A review by mghoshlisbin
Pitch Dark by Renata Adler

mysterious reflective slow-paced

3.75

Less than an affair, I think this novel is more about someone who constantly feels second place to an idea that has become the center of their world.

I am also intrigued by Kate’s pursuit of “quiet” or “rest”, this push around the globe, a desperate attempt to avoid her own self-scrutiny. Perhaps, because I have the inclination to read everything through lens which I am in current obsession, but this novel is more so a scrutinization of self and personhood, politics and art, than it is a romantic affair. In the wake of reading A Hunger Artist by Kafka, I read this novella as a deep examination of self, a humiliation of oneself in the aftermath of searching. You can focus on set refrains: “You are, you know, you were the nearest thing to a real story to happen in my life” or perhaps, “What you’ve done, though, is to arrange you life so that all the things with a little joy or beauty in them were the things in which I had no part.” But these moments of lingering love with Jake are, in my opinion, heavily outweighed by her experiences and the quality of language that Adler brings to the minutiae of her experiences.

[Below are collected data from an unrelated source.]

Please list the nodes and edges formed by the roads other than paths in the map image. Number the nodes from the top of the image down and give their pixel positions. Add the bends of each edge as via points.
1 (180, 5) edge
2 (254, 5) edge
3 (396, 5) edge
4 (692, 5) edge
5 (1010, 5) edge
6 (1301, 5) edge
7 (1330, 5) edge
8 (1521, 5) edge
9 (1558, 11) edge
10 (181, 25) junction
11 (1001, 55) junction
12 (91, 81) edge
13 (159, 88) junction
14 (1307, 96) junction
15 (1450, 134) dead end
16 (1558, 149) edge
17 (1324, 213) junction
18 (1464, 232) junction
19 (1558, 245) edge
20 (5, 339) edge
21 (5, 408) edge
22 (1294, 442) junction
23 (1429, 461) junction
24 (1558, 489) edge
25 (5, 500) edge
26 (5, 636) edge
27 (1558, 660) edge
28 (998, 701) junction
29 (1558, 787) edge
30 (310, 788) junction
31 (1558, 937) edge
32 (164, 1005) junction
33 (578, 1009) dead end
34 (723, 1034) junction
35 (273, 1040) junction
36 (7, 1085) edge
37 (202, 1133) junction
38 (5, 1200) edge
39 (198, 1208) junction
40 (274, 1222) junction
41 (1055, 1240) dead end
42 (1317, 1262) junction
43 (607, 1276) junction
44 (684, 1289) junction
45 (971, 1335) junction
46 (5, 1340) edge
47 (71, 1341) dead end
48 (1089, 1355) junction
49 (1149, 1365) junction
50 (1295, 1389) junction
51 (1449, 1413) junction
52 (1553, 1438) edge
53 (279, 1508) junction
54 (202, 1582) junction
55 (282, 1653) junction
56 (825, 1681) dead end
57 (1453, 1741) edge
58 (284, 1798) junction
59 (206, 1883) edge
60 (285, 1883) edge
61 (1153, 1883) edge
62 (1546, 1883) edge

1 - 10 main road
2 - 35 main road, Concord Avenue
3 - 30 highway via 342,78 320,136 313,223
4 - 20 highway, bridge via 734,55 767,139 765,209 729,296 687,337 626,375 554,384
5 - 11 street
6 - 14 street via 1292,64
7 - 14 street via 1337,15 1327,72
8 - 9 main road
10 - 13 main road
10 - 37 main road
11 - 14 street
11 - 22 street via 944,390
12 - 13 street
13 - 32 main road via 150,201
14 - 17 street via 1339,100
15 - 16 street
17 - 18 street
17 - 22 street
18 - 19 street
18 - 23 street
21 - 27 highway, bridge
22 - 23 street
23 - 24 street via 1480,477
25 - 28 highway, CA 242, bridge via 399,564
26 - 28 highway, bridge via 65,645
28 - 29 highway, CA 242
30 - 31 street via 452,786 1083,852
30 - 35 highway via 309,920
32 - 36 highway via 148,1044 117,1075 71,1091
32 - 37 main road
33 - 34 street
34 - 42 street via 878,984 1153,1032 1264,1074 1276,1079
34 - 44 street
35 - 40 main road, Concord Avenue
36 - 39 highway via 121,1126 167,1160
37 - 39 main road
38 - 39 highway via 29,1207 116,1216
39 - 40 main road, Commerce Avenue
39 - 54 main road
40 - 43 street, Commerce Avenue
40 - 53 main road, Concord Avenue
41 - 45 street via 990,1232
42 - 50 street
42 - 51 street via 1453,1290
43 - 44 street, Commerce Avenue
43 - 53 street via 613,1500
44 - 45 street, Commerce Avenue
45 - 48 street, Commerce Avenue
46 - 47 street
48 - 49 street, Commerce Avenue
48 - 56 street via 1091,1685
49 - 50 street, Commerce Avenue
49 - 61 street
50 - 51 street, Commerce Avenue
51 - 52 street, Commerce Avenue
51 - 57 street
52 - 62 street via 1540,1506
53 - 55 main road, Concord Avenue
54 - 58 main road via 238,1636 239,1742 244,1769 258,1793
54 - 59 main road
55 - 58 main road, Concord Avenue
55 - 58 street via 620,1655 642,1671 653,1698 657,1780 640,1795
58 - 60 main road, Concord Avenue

I am caught relentlessly in the tide of her slow forming relationship with the raccoon outside her house ( “I thought he was growing to trust me, when in fact he was dying” ), her strange dissociation at the sight of the Evian bottle in Cihrbradàn (70), her commentary on monotony as “a method of enthrallment” (110) and of sentimentality in writing, in reference to Gertrude Stein (115). Her discussion of Jake is the least interesting component of this book, and Kate’s solitude, deep melancholy, is drawn out by the people she seeks to understand and the tides of exhaustion and isolation she feels in its wake.

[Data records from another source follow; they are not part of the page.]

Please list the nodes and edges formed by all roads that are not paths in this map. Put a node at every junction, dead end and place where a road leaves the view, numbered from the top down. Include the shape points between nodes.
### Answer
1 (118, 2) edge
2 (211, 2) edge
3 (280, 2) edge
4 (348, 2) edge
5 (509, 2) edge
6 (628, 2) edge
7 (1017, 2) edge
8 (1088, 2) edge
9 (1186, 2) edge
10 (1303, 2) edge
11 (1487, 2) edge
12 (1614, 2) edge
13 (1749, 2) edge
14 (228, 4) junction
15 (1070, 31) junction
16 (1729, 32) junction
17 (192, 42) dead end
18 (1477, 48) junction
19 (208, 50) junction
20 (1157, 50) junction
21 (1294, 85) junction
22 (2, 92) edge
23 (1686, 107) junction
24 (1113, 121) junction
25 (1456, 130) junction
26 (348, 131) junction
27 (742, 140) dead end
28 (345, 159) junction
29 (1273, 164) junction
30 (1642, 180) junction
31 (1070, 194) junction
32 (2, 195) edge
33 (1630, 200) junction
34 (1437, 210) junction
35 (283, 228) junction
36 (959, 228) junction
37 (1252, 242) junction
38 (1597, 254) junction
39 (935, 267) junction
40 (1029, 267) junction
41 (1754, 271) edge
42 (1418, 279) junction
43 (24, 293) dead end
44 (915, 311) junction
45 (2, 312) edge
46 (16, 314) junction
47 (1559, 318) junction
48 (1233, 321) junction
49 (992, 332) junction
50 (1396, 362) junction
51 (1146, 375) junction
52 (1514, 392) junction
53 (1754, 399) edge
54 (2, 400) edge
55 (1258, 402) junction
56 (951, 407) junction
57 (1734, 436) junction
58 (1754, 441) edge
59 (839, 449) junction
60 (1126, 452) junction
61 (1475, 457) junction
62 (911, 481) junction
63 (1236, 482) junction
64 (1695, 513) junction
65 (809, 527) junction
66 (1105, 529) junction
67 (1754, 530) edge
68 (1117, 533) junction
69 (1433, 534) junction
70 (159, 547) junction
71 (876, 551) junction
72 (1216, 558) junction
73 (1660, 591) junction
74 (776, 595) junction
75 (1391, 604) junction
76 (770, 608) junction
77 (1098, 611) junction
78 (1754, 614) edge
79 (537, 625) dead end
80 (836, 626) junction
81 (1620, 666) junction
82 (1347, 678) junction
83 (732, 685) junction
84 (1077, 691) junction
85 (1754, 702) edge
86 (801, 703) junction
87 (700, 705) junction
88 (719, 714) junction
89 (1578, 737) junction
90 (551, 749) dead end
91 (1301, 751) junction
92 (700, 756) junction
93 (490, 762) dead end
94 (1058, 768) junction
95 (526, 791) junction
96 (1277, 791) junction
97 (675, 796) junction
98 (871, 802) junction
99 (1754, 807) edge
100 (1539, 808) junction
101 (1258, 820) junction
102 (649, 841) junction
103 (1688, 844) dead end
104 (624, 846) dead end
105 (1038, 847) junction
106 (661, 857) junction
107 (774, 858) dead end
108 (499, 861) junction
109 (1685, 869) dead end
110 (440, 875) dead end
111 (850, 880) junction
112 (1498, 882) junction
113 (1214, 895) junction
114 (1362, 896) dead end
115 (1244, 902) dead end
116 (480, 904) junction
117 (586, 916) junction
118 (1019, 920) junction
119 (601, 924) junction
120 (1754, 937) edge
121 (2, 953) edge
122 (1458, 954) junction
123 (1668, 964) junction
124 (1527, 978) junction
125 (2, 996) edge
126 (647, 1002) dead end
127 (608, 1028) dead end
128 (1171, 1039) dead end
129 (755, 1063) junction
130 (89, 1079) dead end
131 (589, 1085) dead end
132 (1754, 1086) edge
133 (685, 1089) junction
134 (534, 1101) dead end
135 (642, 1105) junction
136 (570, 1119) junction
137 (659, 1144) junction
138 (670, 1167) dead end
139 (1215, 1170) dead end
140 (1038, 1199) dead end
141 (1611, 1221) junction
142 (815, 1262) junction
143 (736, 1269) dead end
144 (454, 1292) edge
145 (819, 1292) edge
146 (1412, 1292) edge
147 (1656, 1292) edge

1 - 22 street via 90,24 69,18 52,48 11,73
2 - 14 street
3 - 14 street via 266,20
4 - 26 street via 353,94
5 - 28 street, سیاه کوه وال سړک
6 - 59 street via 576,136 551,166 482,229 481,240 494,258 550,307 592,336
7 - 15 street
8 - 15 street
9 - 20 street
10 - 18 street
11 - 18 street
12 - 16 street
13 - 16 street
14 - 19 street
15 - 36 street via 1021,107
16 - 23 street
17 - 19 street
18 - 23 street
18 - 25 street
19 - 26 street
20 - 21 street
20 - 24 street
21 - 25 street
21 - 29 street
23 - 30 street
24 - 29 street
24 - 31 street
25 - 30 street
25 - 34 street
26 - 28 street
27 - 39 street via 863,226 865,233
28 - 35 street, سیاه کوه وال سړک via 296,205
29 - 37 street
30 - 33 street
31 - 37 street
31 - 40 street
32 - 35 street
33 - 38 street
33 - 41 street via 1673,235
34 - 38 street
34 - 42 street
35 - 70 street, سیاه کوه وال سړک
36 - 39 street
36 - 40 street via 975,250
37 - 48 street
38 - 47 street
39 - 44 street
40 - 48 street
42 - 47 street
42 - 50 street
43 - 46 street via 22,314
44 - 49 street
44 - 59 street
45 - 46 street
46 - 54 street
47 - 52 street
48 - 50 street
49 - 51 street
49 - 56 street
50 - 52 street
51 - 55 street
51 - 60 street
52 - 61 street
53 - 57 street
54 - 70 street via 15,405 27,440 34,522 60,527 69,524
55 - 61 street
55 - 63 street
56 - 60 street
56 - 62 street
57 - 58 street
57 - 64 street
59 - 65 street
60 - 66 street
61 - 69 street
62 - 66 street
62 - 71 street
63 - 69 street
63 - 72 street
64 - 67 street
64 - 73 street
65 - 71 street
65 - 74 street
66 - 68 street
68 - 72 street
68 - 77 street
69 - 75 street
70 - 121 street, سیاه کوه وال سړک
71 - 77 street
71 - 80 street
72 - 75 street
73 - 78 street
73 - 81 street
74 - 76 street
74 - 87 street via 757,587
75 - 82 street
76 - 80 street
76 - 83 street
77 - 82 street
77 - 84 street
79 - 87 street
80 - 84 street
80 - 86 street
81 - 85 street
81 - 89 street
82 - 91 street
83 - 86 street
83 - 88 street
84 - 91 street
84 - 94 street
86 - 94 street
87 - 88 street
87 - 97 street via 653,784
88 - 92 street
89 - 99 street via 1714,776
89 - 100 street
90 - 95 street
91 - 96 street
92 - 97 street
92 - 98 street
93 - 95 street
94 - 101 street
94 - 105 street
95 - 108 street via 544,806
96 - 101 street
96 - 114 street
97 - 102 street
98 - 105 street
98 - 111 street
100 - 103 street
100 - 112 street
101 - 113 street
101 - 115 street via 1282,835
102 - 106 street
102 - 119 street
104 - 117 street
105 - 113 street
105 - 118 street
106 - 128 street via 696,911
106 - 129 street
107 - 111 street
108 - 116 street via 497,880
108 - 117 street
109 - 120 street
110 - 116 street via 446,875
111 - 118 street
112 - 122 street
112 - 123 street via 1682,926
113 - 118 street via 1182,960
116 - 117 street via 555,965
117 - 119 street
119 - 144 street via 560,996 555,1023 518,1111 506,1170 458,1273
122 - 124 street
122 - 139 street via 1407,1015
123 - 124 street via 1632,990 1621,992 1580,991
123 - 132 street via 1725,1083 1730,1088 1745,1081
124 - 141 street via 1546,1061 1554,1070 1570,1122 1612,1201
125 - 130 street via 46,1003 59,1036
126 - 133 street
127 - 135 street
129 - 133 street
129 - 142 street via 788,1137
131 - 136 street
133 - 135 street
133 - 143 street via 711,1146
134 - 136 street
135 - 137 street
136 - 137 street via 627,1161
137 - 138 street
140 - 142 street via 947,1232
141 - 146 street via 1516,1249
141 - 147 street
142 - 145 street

I am also caught by her final discussions of legality and storytelling in the final pages of the novella. Perhaps I react so strongly to these lines because I find them inherently wrong.
“So what comes before the court is of necessity, and constitutionally obliged to be, a story: and the only ones permitted to bring the story to the courts’ attention, the only storytellers, are the ones to whom the story happened, whom the facts befell” (145).
As someone in my profession, is this not perhaps the most erroneous, and perhaps idealistic, interpretation of the law? Law is an act, a play story, a falsification of facts, in such line as Kate’s previous observations in another context. I disagree also, that law is inherently different from writing in the sense that it is “settled”, pursuant of its own consistency. What is this but another formation of literary canon? Writing is an establishment of imagination, but law is a constant pursuit of truth. Do they not see one another as brothers? As fraternity?

I think I always enjoy Adler when I read her—she is startling and arabesque. Her style falls into the categories of Kate Zambreno (particularly of Drifts ) and Siri Hustvedt. I am interested to understand her better.